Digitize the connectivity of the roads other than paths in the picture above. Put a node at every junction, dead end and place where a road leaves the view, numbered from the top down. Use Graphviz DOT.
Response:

* * *

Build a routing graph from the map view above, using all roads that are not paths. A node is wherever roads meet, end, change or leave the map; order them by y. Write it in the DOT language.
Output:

* * *

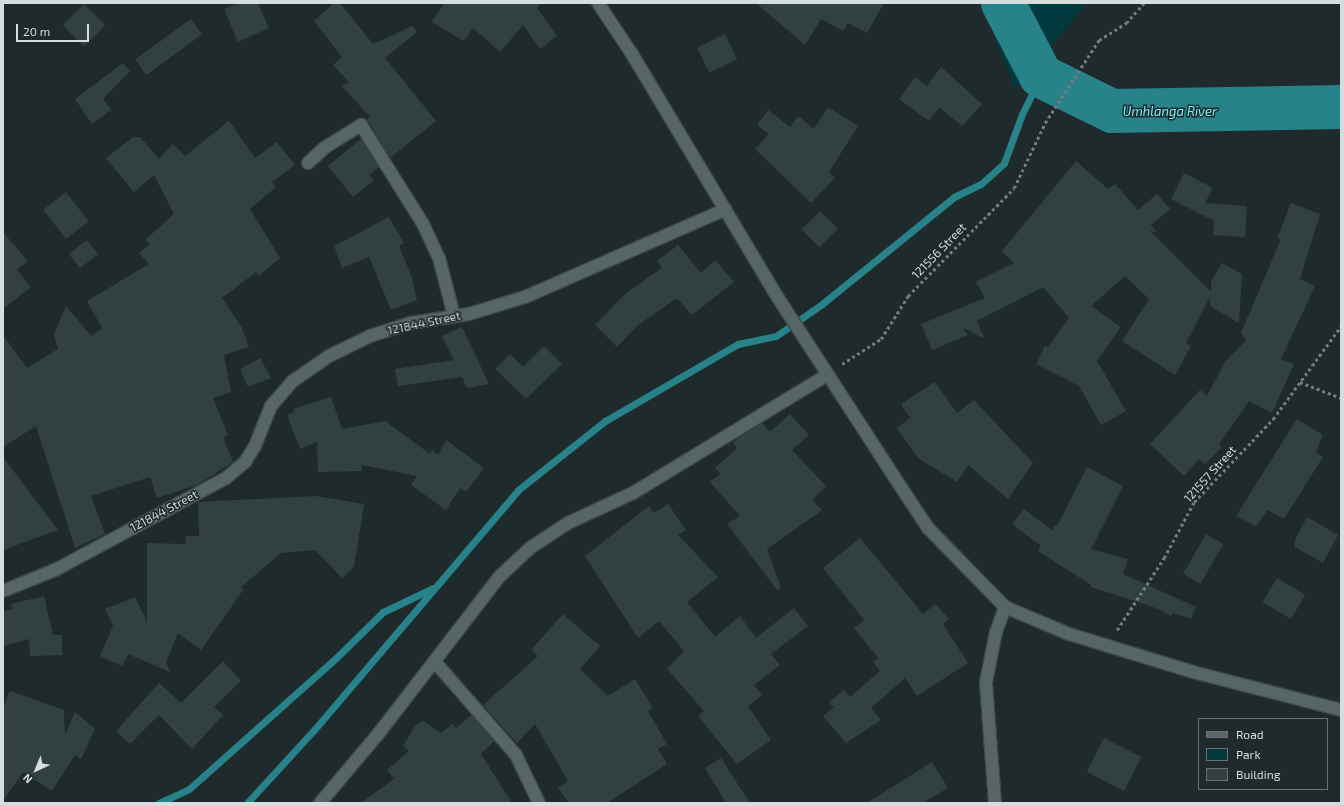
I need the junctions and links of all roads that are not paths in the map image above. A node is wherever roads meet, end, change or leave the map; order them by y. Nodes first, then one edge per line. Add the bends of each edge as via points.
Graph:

** TRY IT **
Collect, from the material above, every line containing the word "order".

** ANSWER AREA **
Build a routing graph from the map view above, using all roads that are not paths. A node is wherever roads meet, end, change or leave the map; order them by y. Write it in the DOT language.
I need the junctions and links of all roads that are not paths in the map image above. A node is wherever roads meet, end, change or leave the map; order them by y. Nodes first, then one edge per line. Add the bends of each edge as via points.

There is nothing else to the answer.